◆ Dataset excerpts ◆
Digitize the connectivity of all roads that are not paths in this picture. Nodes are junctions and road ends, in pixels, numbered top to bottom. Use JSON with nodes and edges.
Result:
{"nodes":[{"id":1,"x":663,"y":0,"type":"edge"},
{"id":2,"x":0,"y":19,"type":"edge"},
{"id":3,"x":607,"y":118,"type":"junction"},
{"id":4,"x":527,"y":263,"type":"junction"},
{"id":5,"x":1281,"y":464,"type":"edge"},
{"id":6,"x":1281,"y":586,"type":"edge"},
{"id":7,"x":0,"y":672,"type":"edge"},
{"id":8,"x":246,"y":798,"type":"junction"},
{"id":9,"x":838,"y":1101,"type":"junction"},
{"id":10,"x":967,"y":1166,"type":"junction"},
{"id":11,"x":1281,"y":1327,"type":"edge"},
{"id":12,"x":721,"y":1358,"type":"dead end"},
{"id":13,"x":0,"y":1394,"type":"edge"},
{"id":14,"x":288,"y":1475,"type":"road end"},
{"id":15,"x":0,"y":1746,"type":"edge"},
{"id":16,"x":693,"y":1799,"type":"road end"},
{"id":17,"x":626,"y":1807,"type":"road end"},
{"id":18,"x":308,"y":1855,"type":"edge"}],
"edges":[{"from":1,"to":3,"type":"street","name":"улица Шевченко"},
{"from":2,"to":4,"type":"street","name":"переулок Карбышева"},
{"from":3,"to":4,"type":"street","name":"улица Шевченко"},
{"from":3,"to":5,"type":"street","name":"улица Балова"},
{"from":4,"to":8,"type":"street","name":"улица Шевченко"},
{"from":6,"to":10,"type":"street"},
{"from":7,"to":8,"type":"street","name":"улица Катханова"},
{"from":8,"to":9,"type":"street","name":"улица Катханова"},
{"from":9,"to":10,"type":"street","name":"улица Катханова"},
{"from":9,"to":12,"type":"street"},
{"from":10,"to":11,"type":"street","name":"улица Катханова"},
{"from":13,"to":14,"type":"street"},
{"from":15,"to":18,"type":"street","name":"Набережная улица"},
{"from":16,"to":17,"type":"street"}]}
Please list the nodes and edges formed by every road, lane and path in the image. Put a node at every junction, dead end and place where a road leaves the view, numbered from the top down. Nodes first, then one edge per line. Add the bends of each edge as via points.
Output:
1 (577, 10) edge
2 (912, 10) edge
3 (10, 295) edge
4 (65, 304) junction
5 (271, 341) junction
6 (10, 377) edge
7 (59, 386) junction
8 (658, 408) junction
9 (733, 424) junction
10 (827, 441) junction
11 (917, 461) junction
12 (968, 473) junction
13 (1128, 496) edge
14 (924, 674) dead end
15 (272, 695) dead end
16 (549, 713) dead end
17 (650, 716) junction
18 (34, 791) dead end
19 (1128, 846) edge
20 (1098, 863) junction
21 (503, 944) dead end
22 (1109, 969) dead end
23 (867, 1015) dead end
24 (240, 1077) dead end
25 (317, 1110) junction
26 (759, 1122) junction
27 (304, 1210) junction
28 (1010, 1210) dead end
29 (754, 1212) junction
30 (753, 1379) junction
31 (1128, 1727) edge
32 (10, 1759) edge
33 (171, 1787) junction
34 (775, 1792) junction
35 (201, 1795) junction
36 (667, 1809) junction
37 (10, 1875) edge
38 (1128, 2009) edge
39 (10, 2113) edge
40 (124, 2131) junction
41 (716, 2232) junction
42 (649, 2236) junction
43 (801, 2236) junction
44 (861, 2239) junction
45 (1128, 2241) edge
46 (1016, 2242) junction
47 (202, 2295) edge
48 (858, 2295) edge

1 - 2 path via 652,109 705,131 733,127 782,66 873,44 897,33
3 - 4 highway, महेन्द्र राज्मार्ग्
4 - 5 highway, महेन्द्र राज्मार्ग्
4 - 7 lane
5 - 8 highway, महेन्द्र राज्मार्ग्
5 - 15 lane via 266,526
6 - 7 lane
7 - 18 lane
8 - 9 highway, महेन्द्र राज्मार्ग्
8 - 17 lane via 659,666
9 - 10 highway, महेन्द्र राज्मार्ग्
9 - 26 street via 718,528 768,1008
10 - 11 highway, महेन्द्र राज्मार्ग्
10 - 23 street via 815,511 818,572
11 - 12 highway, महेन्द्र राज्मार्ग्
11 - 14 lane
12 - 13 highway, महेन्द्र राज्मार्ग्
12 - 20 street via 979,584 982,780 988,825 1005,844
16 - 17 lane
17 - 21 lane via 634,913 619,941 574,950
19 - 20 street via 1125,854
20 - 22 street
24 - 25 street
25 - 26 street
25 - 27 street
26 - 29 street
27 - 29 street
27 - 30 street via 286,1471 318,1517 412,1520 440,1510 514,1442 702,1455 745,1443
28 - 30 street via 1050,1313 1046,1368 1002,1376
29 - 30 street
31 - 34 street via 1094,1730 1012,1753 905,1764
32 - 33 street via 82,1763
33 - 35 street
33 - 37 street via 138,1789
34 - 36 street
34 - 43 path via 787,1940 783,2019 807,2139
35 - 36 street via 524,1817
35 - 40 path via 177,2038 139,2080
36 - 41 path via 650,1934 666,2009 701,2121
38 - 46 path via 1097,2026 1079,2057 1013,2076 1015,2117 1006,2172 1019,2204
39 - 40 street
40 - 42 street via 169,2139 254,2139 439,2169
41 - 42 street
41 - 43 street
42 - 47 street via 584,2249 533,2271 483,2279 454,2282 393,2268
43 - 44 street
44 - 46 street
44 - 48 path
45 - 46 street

◆ About this task ◆
Copy the listing in full. Match it word for word.

◆ Written solution ◆
Digitize the connectivity of all roads that are not paths in this picture. Nodes are junctions and road ends, in pixels, numbered top to bottom. Use JSON with nodes and edges.
Result:
{"nodes":[{"id":1,"x":663,"y":0,"type":"edge"},
{"id":2,"x":0,"y":19,"type":"edge"},
{"id":3,"x":607,"y":118,"type":"junction"},
{"id":4,"x":527,"y":263,"type":"junction"},
{"id":5,"x":1281,"y":464,"type":"edge"},
{"id":6,"x":1281,"y":586,"type":"edge"},
{"id":7,"x":0,"y":672,"type":"edge"},
{"id":8,"x":246,"y":798,"type":"junction"},
{"id":9,"x":838,"y":1101,"type":"junction"},
{"id":10,"x":967,"y":1166,"type":"junction"},
{"id":11,"x":1281,"y":1327,"type":"edge"},
{"id":12,"x":721,"y":1358,"type":"dead end"},
{"id":13,"x":0,"y":1394,"type":"edge"},
{"id":14,"x":288,"y":1475,"type":"road end"},
{"id":15,"x":0,"y":1746,"type":"edge"},
{"id":16,"x":693,"y":1799,"type":"road end"},
{"id":17,"x":626,"y":1807,"type":"road end"},
{"id":18,"x":308,"y":1855,"type":"edge"}],
"edges":[{"from":1,"to":3,"type":"street","name":"улица Шевченко"},
{"from":2,"to":4,"type":"street","name":"переулок Карбышева"},
{"from":3,"to":4,"type":"street","name":"улица Шевченко"},
{"from":3,"to":5,"type":"street","name":"улица Балова"},
{"from":4,"to":8,"type":"street","name":"улица Шевченко"},
{"from":6,"to":10,"type":"street"},
{"from":7,"to":8,"type":"street","name":"улица Катханова"},
{"from":8,"to":9,"type":"street","name":"улица Катханова"},
{"from":9,"to":10,"type":"street","name":"улица Катханова"},
{"from":9,"to":12,"type":"street"},
{"from":10,"to":11,"type":"street","name":"улица Катханова"},
{"from":13,"to":14,"type":"street"},
{"from":15,"to":18,"type":"street","name":"Набережная улица"},
{"from":16,"to":17,"type":"street"}]}
Please list the nodes and edges formed by every road, lane and path in the image. Put a node at every junction, dead end and place where a road leaves the view, numbered from the top down. Nodes first, then one edge per line. Add the bends of each edge as via points.
Output:
1 (577, 10) edge
2 (912, 10) edge
3 (10, 295) edge
4 (65, 304) junction
5 (271, 341) junction
6 (10, 377) edge
7 (59, 386) junction
8 (658, 408) junction
9 (733, 424) junction
10 (827, 441) junction
11 (917, 461) junction
12 (968, 473) junction
13 (1128, 496) edge
14 (924, 674) dead end
15 (272, 695) dead end
16 (549, 713) dead end
17 (650, 716) junction
18 (34, 791) dead end
19 (1128, 846) edge
20 (1098, 863) junction
21 (503, 944) dead end
22 (1109, 969) dead end
23 (867, 1015) dead end
24 (240, 1077) dead end
25 (317, 1110) junction
26 (759, 1122) junction
27 (304, 1210) junction
28 (1010, 1210) dead end
29 (754, 1212) junction
30 (753, 1379) junction
31 (1128, 1727) edge
32 (10, 1759) edge
33 (171, 1787) junction
34 (775, 1792) junction
35 (201, 1795) junction
36 (667, 1809) junction
37 (10, 1875) edge
38 (1128, 2009) edge
39 (10, 2113) edge
40 (124, 2131) junction
41 (716, 2232) junction
42 (649, 2236) junction
43 (801, 2236) junction
44 (861, 2239) junction
45 (1128, 2241) edge
46 (1016, 2242) junction
47 (202, 2295) edge
48 (858, 2295) edge

1 - 2 path via 652,109 705,131 733,127 782,66 873,44 897,33
3 - 4 highway, महेन्द्र राज्मार्ग्
4 - 5 highway, महेन्द्र राज्मार्ग्
4 - 7 lane
5 - 8 highway, महेन्द्र राज्मार्ग्
5 - 15 lane via 266,526
6 - 7 lane
7 - 18 lane
8 - 9 highway, महेन्द्र राज्मार्ग्
8 - 17 lane via 659,666
9 - 10 highway, महेन्द्र राज्मार्ग्
9 - 26 street via 718,528 768,1008
10 - 11 highway, महेन्द्र राज्मार्ग्
10 - 23 street via 815,511 818,572
11 - 12 highway, महेन्द्र राज्मार्ग्
11 - 14 lane
12 - 13 highway, महेन्द्र राज्मार्ग्
12 - 20 street via 979,584 982,780 988,825 1005,844
16 - 17 lane
17 - 21 lane via 634,913 619,941 574,950
19 - 20 street via 1125,854
20 - 22 street
24 - 25 street
25 - 26 street
25 - 27 street
26 - 29 street
27 - 29 street
27 - 30 street via 286,1471 318,1517 412,1520 440,1510 514,1442 702,1455 745,1443
28 - 30 street via 1050,1313 1046,1368 1002,1376
29 - 30 street
31 - 34 street via 1094,1730 1012,1753 905,1764
32 - 33 street via 82,1763
33 - 35 street
33 - 37 street via 138,1789
34 - 36 street
34 - 43 path via 787,1940 783,2019 807,2139
35 - 36 street via 524,1817
35 - 40 path via 177,2038 139,2080
36 - 41 path via 650,1934 666,2009 701,2121
38 - 46 path via 1097,2026 1079,2057 1013,2076 1015,2117 1006,2172 1019,2204
39 - 40 street
40 - 42 street via 169,2139 254,2139 439,2169
41 - 42 street
41 - 43 street
42 - 47 street via 584,2249 533,2271 483,2279 454,2282 393,2268
43 - 44 street
44 - 46 street
44 - 48 path
45 - 46 street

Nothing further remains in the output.